Dealing with professional envy

One of the things that both rocks and sucks about the Internet is that it’s easy to find people who are better than you.

This is great because you’re surrounded by inspiration. It’s easier to figure out what “better” looks like when you can see it. You can try on other people’s styles to see if they fit you, and when you do that, you’ll learn more about your own.

Being surrounded by all these role models can be hard on your self-esteem and your determination. Not only are you surrounded by all these people who have spent decades into being amazing, you’re also getting overtaken by younguns who come out of nowhere.

Such is life. I could get caught up in it, or I could see it for the game that it is, step outside of thinking of it as a contest, and invent my own rules. I’ve gone through this before, and it gets easier and easier to choose a way to see life.

I’ve been learning about drawing in the process of cataloguing the sketchnotes that are out there. It’s difficult to imagine getting to be as good as the people I see, but I make myself remember that they started from somewhere. Besides, the alchemical combinations of life are what make things interesting. Maybe my technical background or my interests can open up other possibilities.

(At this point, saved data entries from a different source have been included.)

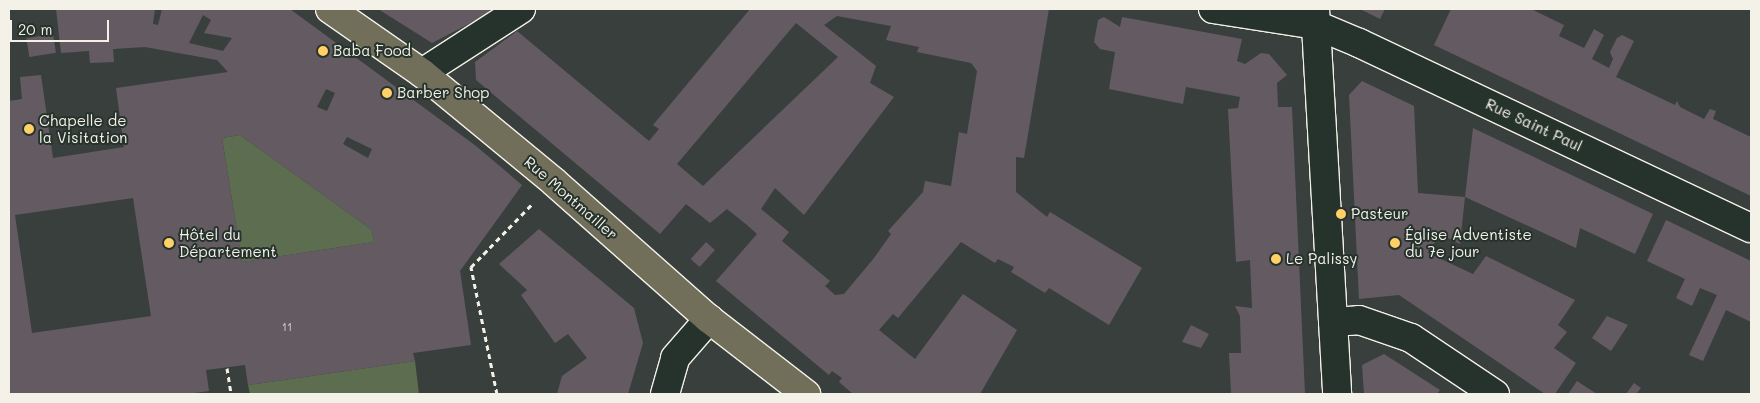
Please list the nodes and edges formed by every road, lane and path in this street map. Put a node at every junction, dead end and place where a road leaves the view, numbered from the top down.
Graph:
1 (330, 9) edge
2 (521, 9) edge
3 (1213, 9) edge
4 (1315, 17) edge
5 (422, 73) junction
6 (554, 182) junction
7 (1751, 228) edge
8 (709, 319) junction
9 (1333, 322) junction
10 (227, 368) dead end
11 (231, 394) edge
12 (497, 394) edge
13 (665, 394) edge
14 (806, 394) edge
15 (1337, 394) edge
16 (1495, 394) edge

1 - 5 main road, Rue Montmailler
2 - 5 street
3 - 4 street, Rue Saint Paul
4 - 7 street, Rue Saint Paul
4 - 9 street
5 - 6 main road, Rue Montmailler
6 - 8 main road, Rue Montmailler
6 - 12 path
8 - 13 street
8 - 14 main road, Rue Montmailler
9 - 15 street
9 - 16 street
10 - 11 path

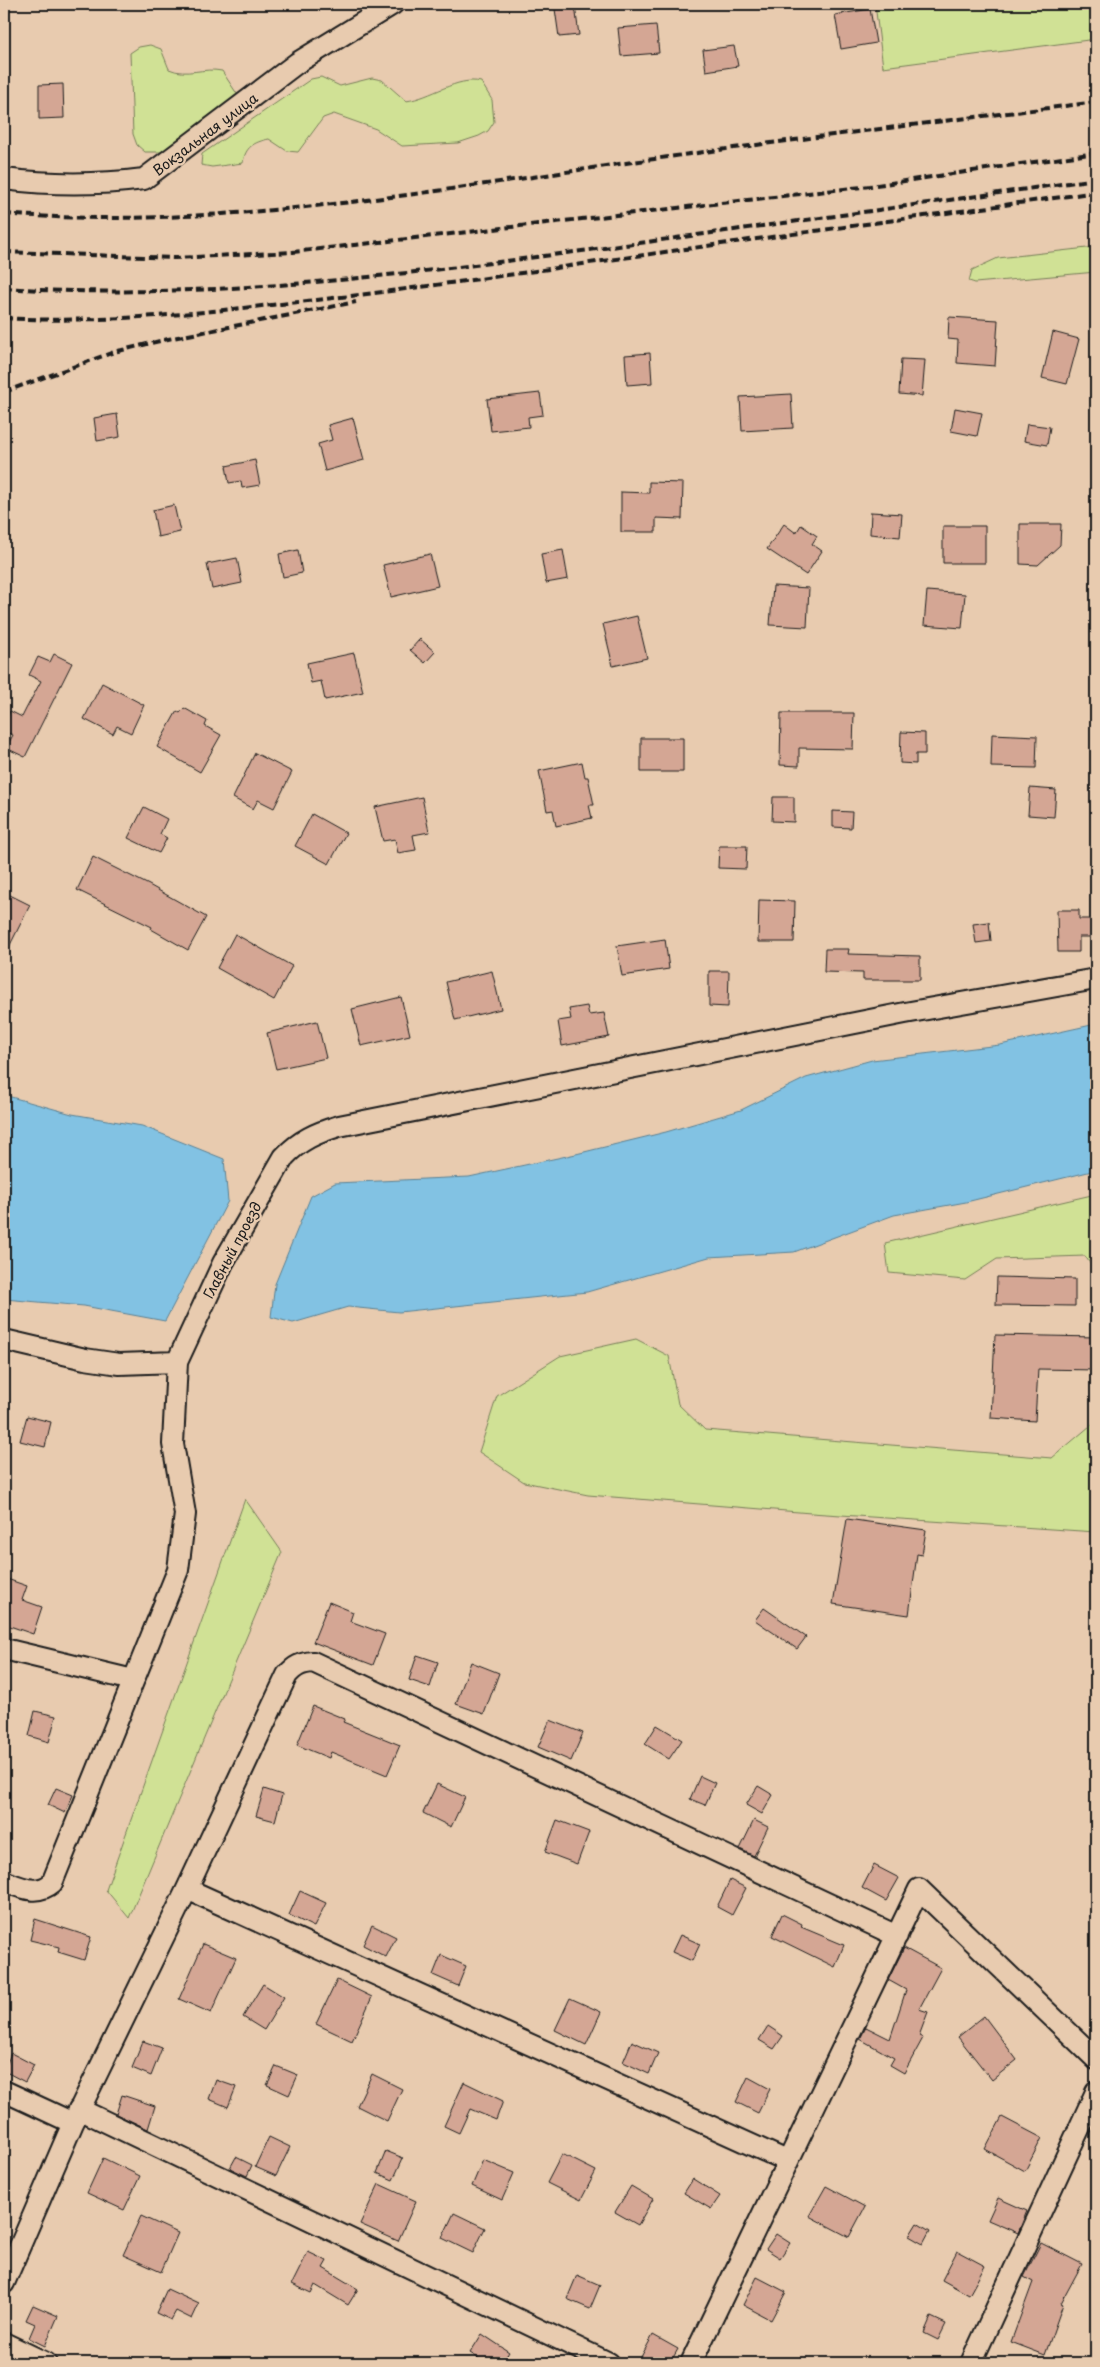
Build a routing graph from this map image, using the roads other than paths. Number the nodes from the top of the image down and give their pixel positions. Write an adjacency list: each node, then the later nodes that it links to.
1 (393, 4): 2 (street, Вокзальная улица)
2 (4, 179)
3 (1096, 979): 5 (street, Главный проезд)
4 (4, 1340): 5 (street)
5 (177, 1362): 7 (street)
6 (4, 1649): 7 (street)
7 (133, 1680): 8 (street)
8 (4, 1881)
9 (187, 1889): 10 (street); 14 (street); 15 (street)
10 (896, 1936): 11 (street); 15 (street)
11 (1096, 2059)
12 (4, 2091): 14 (street)
13 (1096, 2092): 21 (street)
14 (76, 2116): 16 (street); 19 (street)
15 (787, 2160): 20 (street)
16 (4, 2283)
17 (4, 2343): 18 (street)
18 (46, 2363)
19 (609, 2363)
20 (691, 2363)
21 (971, 2363)

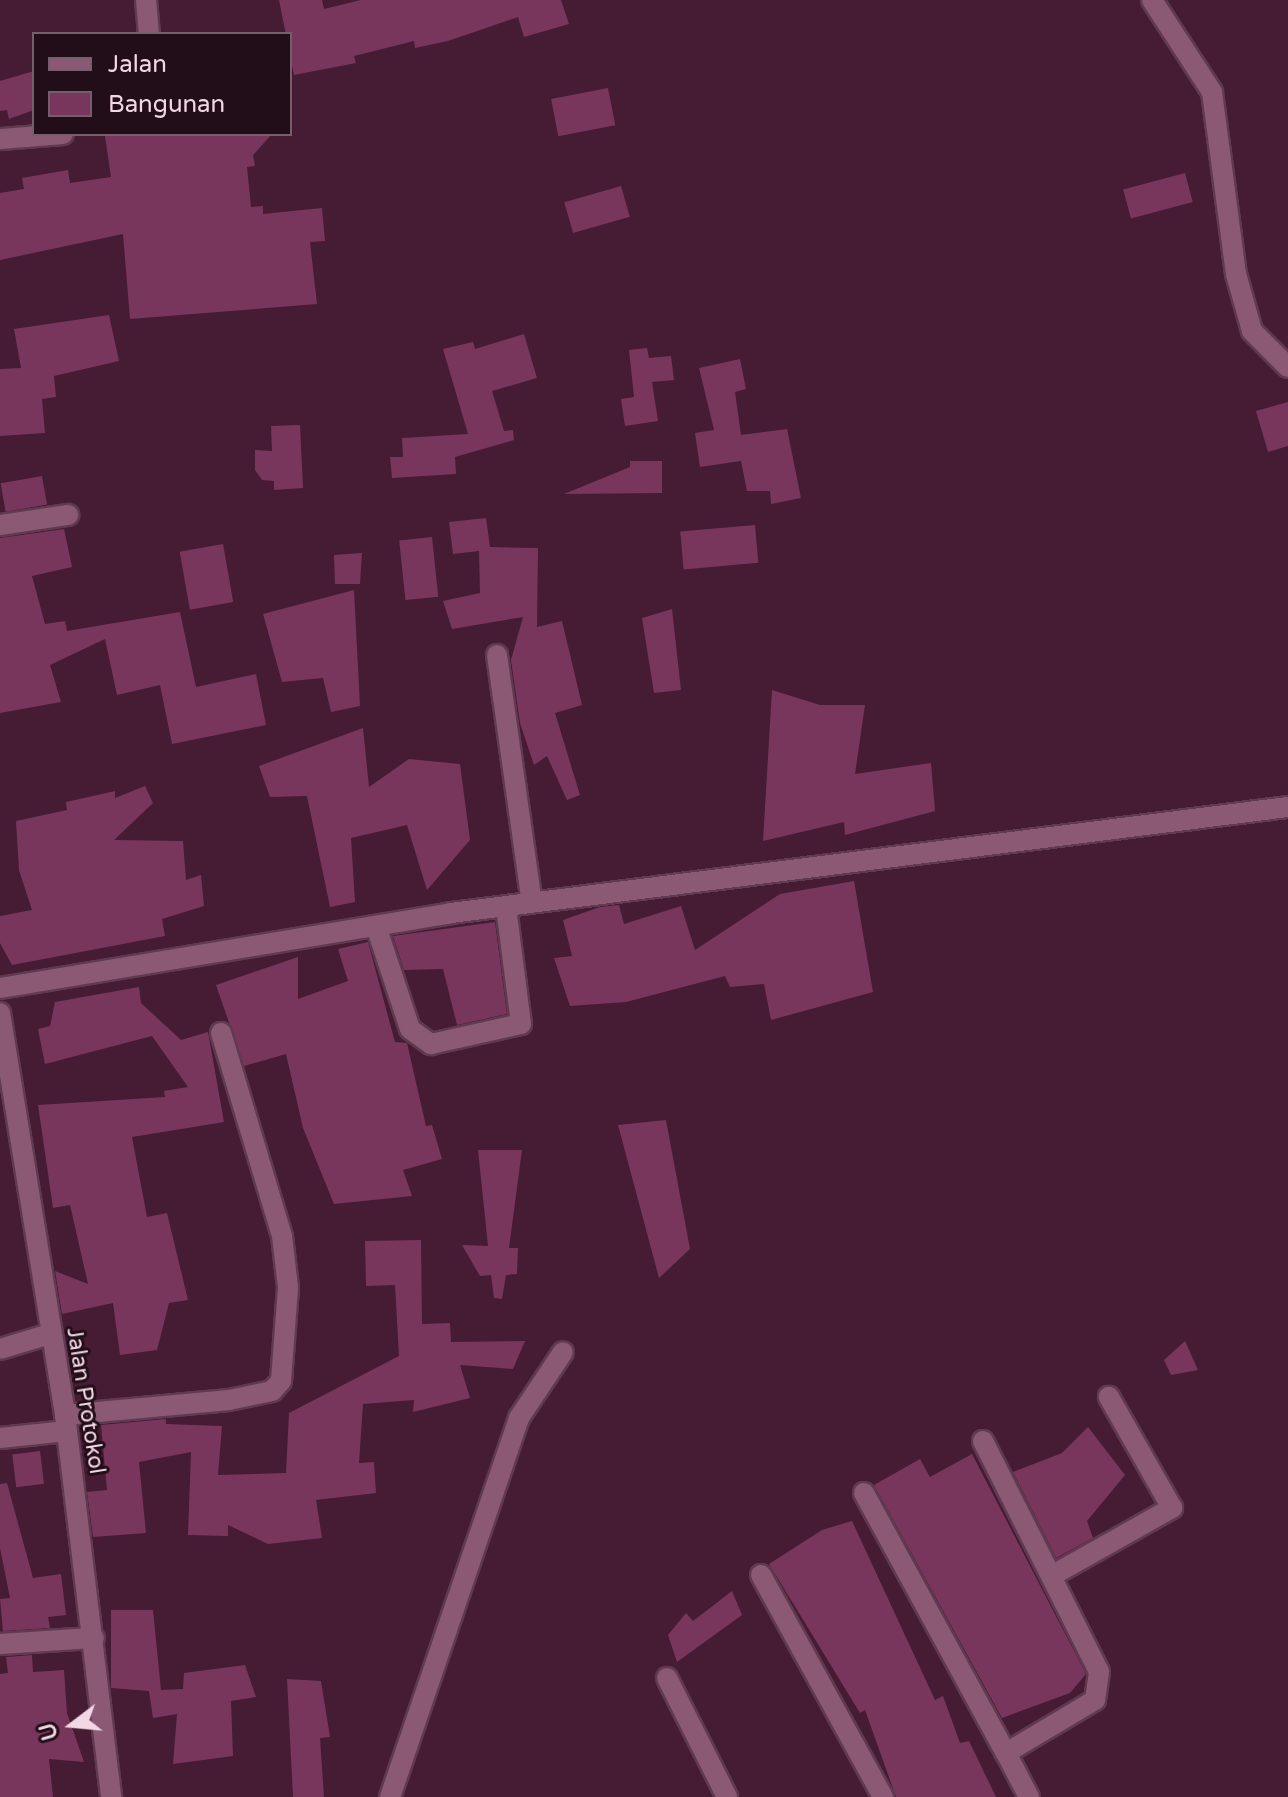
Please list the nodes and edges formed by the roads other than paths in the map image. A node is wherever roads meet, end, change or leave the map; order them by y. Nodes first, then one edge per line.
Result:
1 (146, 0) edge
2 (1152, 0) edge
3 (149, 32) edge
4 (38, 136) edge
5 (0, 139) edge
6 (1288, 367) edge
7 (68, 515) dead end
8 (0, 525) edge
9 (497, 655) dead end
10 (1288, 807) edge
11 (532, 903) junction
12 (506, 907) junction
13 (376, 926) junction
14 (0, 988) edge
15 (0, 1013) edge
16 (221, 1033) dead end
17 (50, 1334) junction
18 (0, 1349) edge
19 (563, 1352) dead end
20 (1109, 1397) dead end
21 (66, 1423) junction
22 (0, 1438) edge
23 (983, 1441) dead end
24 (864, 1493) dead end
25 (761, 1575) dead end
26 (1053, 1575) junction
27 (94, 1638) junction
28 (0, 1644) edge
29 (667, 1678) dead end
30 (1006, 1753) junction
31 (111, 1797) edge
32 (390, 1797) edge
33 (727, 1797) edge
34 (883, 1797) edge
35 (1029, 1797) edge

1 - 3 street
2 - 6 street
4 - 5 street
7 - 8 street
9 - 11 street
10 - 11 street
11 - 12 street
12 - 13 street
12 - 13 street
13 - 14 street
15 - 17 street, Jalan Protokol
16 - 21 street
17 - 18 street
17 - 21 street, Jalan Protokol
19 - 32 street
20 - 26 street
21 - 22 street
21 - 27 street, Jalan Protokol
23 - 26 street
24 - 30 street
25 - 34 street
26 - 30 street
27 - 28 street
27 - 31 street, Jalan Protokol
29 - 33 street
30 - 35 street

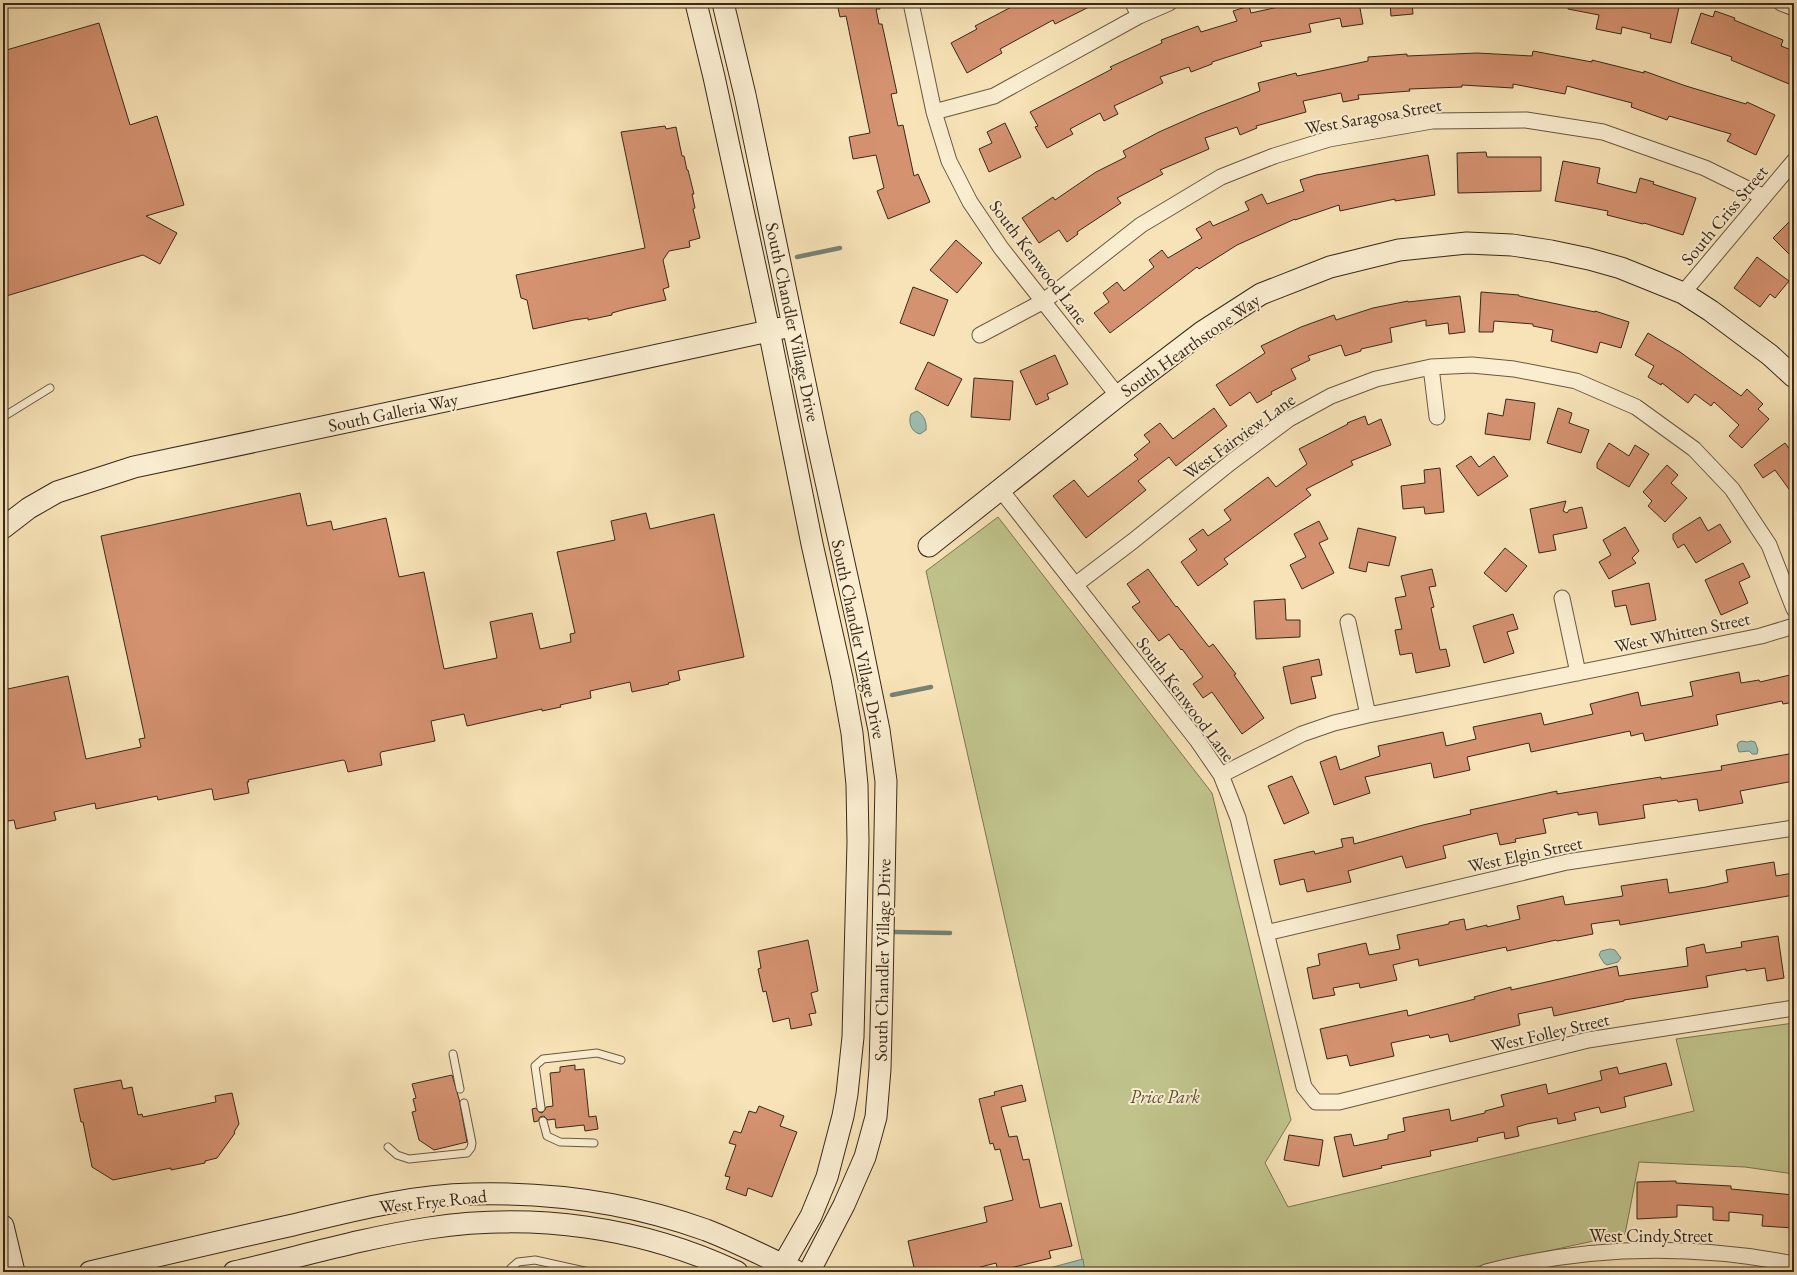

Envy is good as long as it’s useful. Self-doubt often tries to creep in, but the truth is that it’s optional.

  • lee

     I’ve always been in the bottom, so I’m used to everyone being above me.  But, I can see how people can struggle with being the best. It’s ok to feel envy, anger, or even hate in competition because I’ve seen all those emotions display in competitions. For example, Michael Jordan is still struggling with all these emotions. http://espn.go.com/espn/story/_/page/Michael-Jordan/michael-jordan-not-left-building

    I think these emotions are ok as long as you’re ok with them.